Se utiliza para comprobar la presencia del enzima catalasa que se encuentra el la mayoría de las bacterias aerobias y anaerobias facultativas que contienen citocromo. La principal excepción es Streptococcus.

Originariamente, esta prueba era utilizada para diferenciar entre los siguientes géneros:

• Streptococcus (-) de Micrococcus (+) y/o Staphylococcus (+).
• Bacillus (+) de Clostridium (-).
• Lysteria monocytogenes (+) y/o Corynebacterium (+, con las excepciones de C.pyogenes y C.haemolyticum, ambos -) de Erysipelothrix (-)

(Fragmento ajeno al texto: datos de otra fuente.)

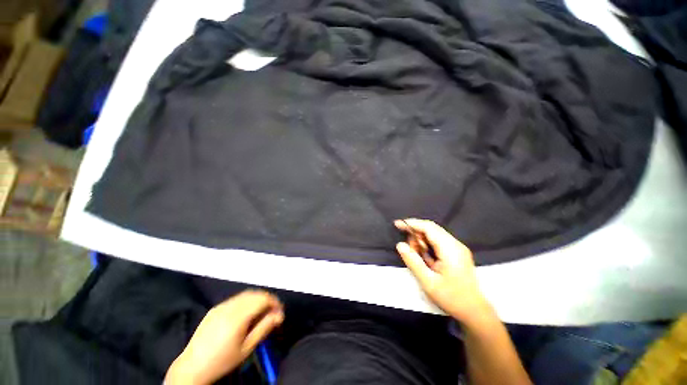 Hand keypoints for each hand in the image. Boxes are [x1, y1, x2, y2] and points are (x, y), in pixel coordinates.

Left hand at [165, 290, 283, 384]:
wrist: (192, 368)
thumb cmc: (222, 361)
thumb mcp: (247, 348)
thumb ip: (264, 328)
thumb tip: (279, 315)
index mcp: (238, 315)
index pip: (263, 299)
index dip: (275, 302)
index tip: (279, 313)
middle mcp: (230, 306)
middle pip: (255, 294)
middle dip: (267, 300)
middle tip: (273, 313)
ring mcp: (221, 306)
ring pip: (246, 294)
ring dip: (257, 300)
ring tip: (261, 313)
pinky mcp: (215, 308)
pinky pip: (236, 299)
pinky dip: (246, 302)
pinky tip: (246, 314)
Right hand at [395, 219, 489, 323]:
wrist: (474, 311)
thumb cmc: (452, 298)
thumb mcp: (428, 282)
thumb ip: (413, 262)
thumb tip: (400, 245)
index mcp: (450, 249)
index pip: (428, 227)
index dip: (412, 223)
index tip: (397, 224)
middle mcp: (455, 244)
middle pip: (431, 229)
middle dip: (416, 235)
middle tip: (410, 250)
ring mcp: (458, 248)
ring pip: (434, 235)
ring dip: (422, 242)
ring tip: (419, 258)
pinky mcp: (457, 253)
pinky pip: (438, 242)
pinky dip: (428, 246)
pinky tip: (427, 259) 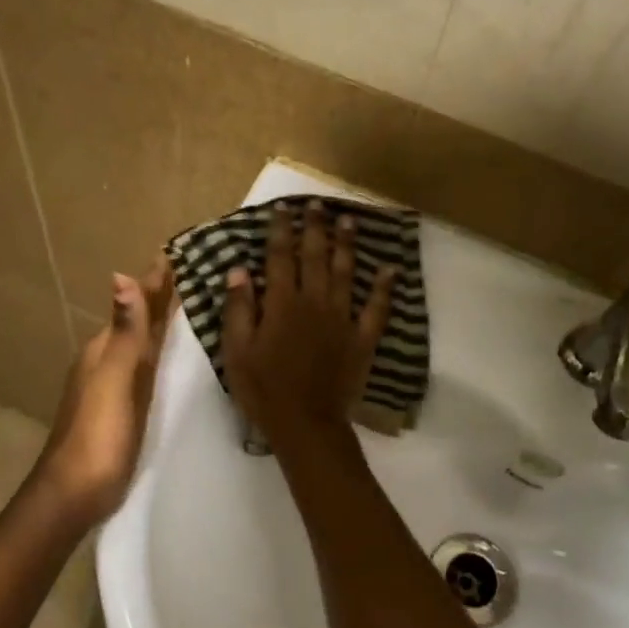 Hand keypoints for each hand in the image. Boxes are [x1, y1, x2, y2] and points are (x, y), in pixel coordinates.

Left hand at [35, 259, 173, 523]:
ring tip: (185, 304)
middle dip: (159, 296)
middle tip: (188, 271)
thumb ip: (125, 335)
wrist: (75, 494)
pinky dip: (160, 352)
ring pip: (142, 343)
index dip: (154, 282)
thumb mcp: (114, 381)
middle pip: (138, 321)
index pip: (135, 306)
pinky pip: (147, 367)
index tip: (175, 253)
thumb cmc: (97, 436)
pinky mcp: (125, 408)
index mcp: (105, 351)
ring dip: (159, 322)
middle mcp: (108, 362)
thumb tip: (121, 277)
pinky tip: (168, 356)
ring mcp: (115, 386)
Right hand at [222, 200, 396, 446]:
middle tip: (318, 204)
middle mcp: (315, 302)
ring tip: (349, 221)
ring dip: (348, 245)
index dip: (281, 230)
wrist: (305, 423)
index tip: (283, 208)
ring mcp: (343, 319)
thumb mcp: (237, 351)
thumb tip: (238, 269)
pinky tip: (391, 269)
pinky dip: (385, 288)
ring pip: (347, 273)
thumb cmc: (263, 389)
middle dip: (316, 228)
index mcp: (282, 303)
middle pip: (316, 257)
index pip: (280, 257)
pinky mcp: (362, 339)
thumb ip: (239, 308)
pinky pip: (377, 309) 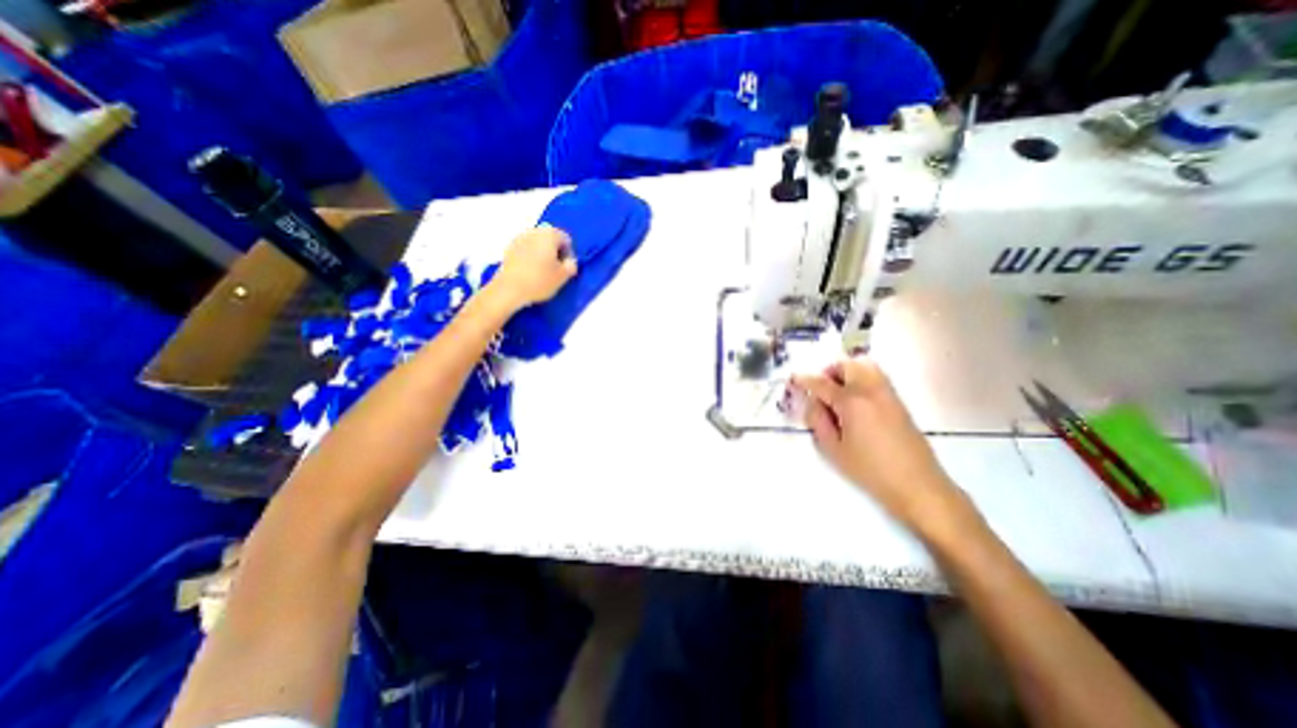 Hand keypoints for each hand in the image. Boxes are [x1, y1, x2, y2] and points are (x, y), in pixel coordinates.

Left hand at [492, 225, 576, 310]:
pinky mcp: (509, 248)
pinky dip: (531, 257)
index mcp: (549, 234)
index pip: (566, 239)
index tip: (566, 268)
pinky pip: (526, 250)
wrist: (509, 289)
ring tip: (543, 272)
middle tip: (556, 270)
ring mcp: (519, 238)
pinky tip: (530, 272)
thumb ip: (571, 265)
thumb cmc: (540, 281)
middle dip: (555, 252)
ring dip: (542, 254)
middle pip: (550, 239)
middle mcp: (534, 231)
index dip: (569, 254)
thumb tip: (569, 261)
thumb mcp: (563, 276)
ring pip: (537, 244)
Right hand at [791, 358, 971, 535]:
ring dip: (847, 373)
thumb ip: (818, 421)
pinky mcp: (899, 403)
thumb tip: (812, 402)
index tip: (794, 379)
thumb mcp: (833, 449)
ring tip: (837, 394)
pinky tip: (855, 403)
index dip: (804, 380)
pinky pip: (876, 378)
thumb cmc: (870, 471)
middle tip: (820, 389)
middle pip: (847, 365)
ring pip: (865, 366)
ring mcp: (888, 395)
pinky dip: (861, 379)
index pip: (822, 383)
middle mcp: (871, 391)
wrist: (918, 486)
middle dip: (829, 372)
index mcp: (852, 402) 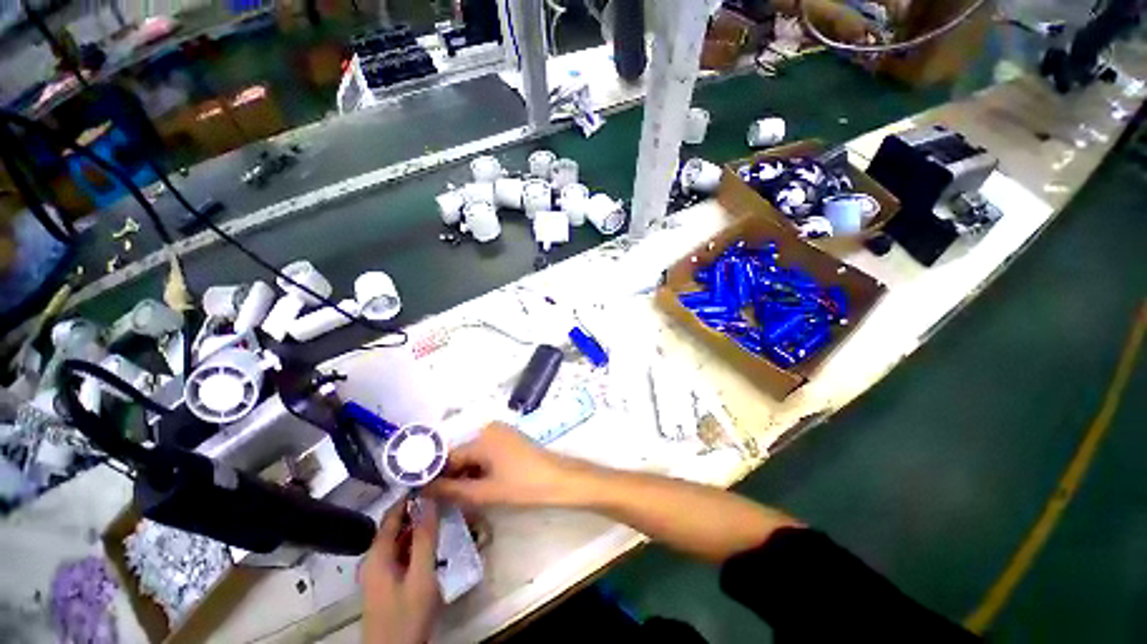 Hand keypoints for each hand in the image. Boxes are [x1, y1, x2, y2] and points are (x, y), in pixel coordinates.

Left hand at [360, 498, 440, 643]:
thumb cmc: (407, 614)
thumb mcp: (421, 575)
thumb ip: (425, 537)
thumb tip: (429, 500)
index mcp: (377, 554)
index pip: (392, 514)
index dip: (410, 496)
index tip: (433, 480)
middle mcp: (374, 558)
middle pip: (394, 525)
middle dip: (417, 510)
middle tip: (443, 497)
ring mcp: (380, 572)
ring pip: (398, 539)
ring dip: (418, 526)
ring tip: (442, 513)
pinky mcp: (387, 582)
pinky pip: (401, 553)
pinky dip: (416, 543)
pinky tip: (433, 542)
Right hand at [425, 422, 587, 507]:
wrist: (559, 479)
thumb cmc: (523, 485)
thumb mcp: (485, 492)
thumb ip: (451, 490)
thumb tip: (423, 488)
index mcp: (482, 437)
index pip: (448, 456)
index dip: (435, 475)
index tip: (423, 494)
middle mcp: (488, 428)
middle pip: (460, 454)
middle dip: (451, 476)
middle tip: (442, 501)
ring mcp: (500, 432)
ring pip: (472, 454)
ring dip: (465, 473)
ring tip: (459, 497)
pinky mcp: (508, 439)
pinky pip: (485, 452)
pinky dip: (478, 468)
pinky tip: (478, 486)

Una prueba de rutina de la catalasa a temperatura ambiente puede hacerse siguiendo dos técnicas:

1. Método del portaobjetos (recomendado):

• Con el asa de siembra recoger el centro de una colonia pura de 18-24 horas y colocar sobre un portaobjetos limpio de vidrio.
• Agregar con gotero o pipeta Pasteur una gota de H₂O₂ al 30% sobre el microorganismo sin mezclarlo con el cultivo.
• Observar la formación inmediata de burbujas (resultado positivo).
• Desechar el portaobjetos en un recipiente con desinfectante.
• Si se invierte el orden del método (extender la colonia sobre el agua oxigenada) pueden producirse falsos positivos.

2. Método del tubo de ensayo:

• Agregar 1ml de H₂O₂ al 3% directamente a un cultivo puro de agar en slant densamente inoculado.
• Observar la formación inmediata de burbujas (resultado positivo).

Precauciones: Si se utilizan para esta prueba cultivos procedentes de agar sangre, se debe tener la precaución de no retirar algo de agar con el asa al retirar la colonia ya que los eritrocitos del medio contienen catalasa y su presencia dará un falso resultado positivo.